Some tasks may need per-step updates because their targets change over time:

  • ComTask – if the desired center-of-mass follows a trajectory, the target must be set each step

  • RelativeFrameTask – to maintain the current relative pose between two frames as the robot moves, the target must be refreshed from the live configuration each step

  • LowAccelerationTask – requires set_last_integration(v_prev, dt) each step to know the previous velocity

The callback is invoked during each forward() call, after the configuration is updated from the estimated state but before solve_ik runs. It receives the current PINK Configuration and the setpoint_state:

from pink.tasks import RelativeFrameTask, ComTask

relative_task = RelativeFrameTask(
    "left_hand", "right_hand",
    position_cost=1.0, orientation_cost=0.5,
)
com_task = ComTask(cost=0.1)

def update_targets(configuration, setpoint_state):
    relative_task.set_target_from_configuration(configuration)
    com_task.set_target(desired_com_position)

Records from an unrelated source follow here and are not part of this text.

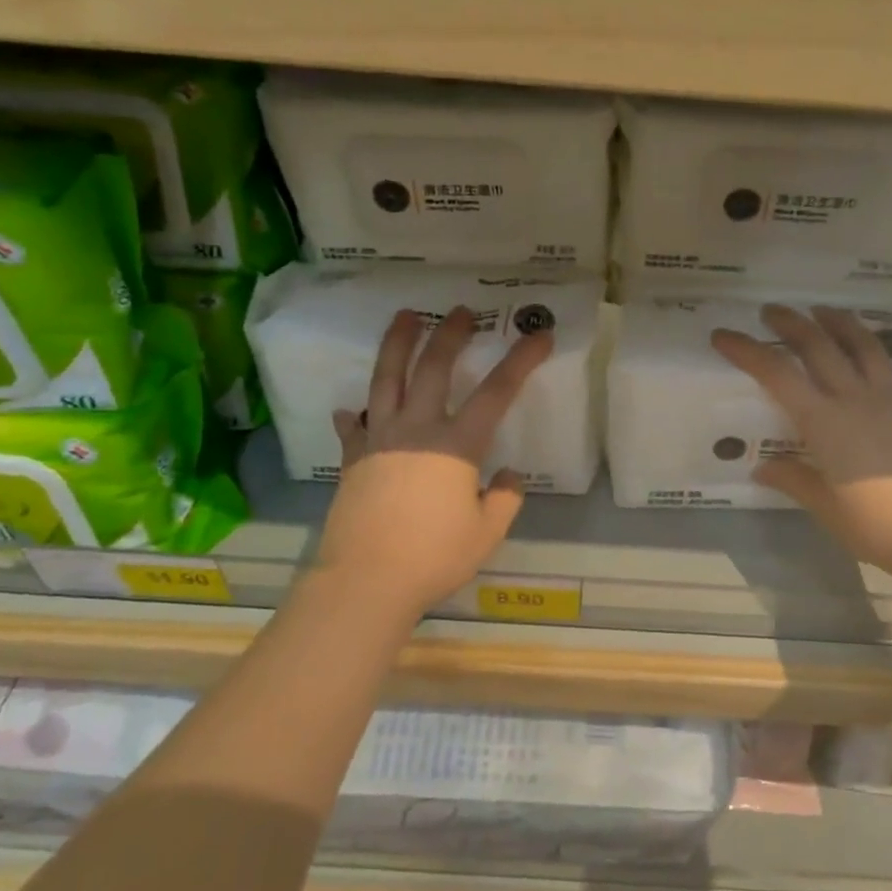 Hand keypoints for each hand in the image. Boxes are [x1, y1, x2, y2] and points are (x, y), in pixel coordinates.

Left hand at [315, 307, 551, 614]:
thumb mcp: (485, 533)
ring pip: (386, 379)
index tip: (540, 335)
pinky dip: (354, 414)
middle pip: (433, 368)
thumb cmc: (433, 557)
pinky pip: (353, 426)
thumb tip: (507, 476)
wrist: (365, 580)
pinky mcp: (353, 459)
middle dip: (450, 334)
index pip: (497, 391)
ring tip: (404, 317)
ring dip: (397, 344)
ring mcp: (379, 440)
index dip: (521, 360)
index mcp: (456, 445)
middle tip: (460, 310)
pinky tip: (351, 409)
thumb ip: (503, 500)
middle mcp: (416, 430)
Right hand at [711, 305, 891, 574]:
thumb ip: (793, 480)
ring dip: (844, 324)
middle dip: (792, 324)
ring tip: (826, 310)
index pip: (777, 375)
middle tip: (773, 311)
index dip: (747, 351)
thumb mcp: (823, 506)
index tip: (724, 335)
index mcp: (823, 422)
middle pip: (819, 348)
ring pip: (868, 348)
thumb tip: (763, 469)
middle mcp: (856, 399)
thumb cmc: (872, 525)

controller = PinkIKController(
    pink_robot=pink_robot,
    robot_joint_space=articulation.dof_names,
    robot_site_space=["panda_hand"],
    tool_frame="panda_hand",
    extra_tasks=[relative_task, com_task],
    pre_step_callback=update_targets,
    dt=1.0 / 60.0,
)

The callback has full access to the Configuration object, which provides forward kinematics, Jacobians, and frame placements, required to compute task-specific targets.

Other Available Barriers#

Beyond self-collision, PINK provides:

  • PositionBarrier - Keep a frame’s position within axis-aligned bounds

  • BodySphericalBarrier - Maintain minimum distance between two robot frames

These are passed to PinkIKController via the extra_barriers parameter.

Additional Limits#

By default, PINK automatically creates ConfigurationLimit and VelocityLimit from the Pinocchio model (which reads them from the URDF joint limits). For additional constraints, use the extra_limits parameter:

  • AccelerationLimit - Bound joint accelerations

  • FloatingBaseVelocityLimit - Clamp base twist for floating-base robots

Summary#

This tutorial demonstrated:

  1. Task Composition: Combining FrameTask, PostureTask, and DampingTask

  2. Cost Weights: How weights control the trade-off between competing tasks

  3. Runtime Tuning: Modifying task costs without recreating the controller

  4. Self-Collision Barriers: Using SelfCollisionBarrier for safety

  5. Pre-Step Callback: Updating extra task targets via pre_step_callback for tasks that need per-step updates

  6. Additional Tasks: Overview of all available PINK task, barrier, and limit types

The multi-task architecture provides a flexible, extensible framework for specifying complex IK behaviors through weighted objectives and safety constraints.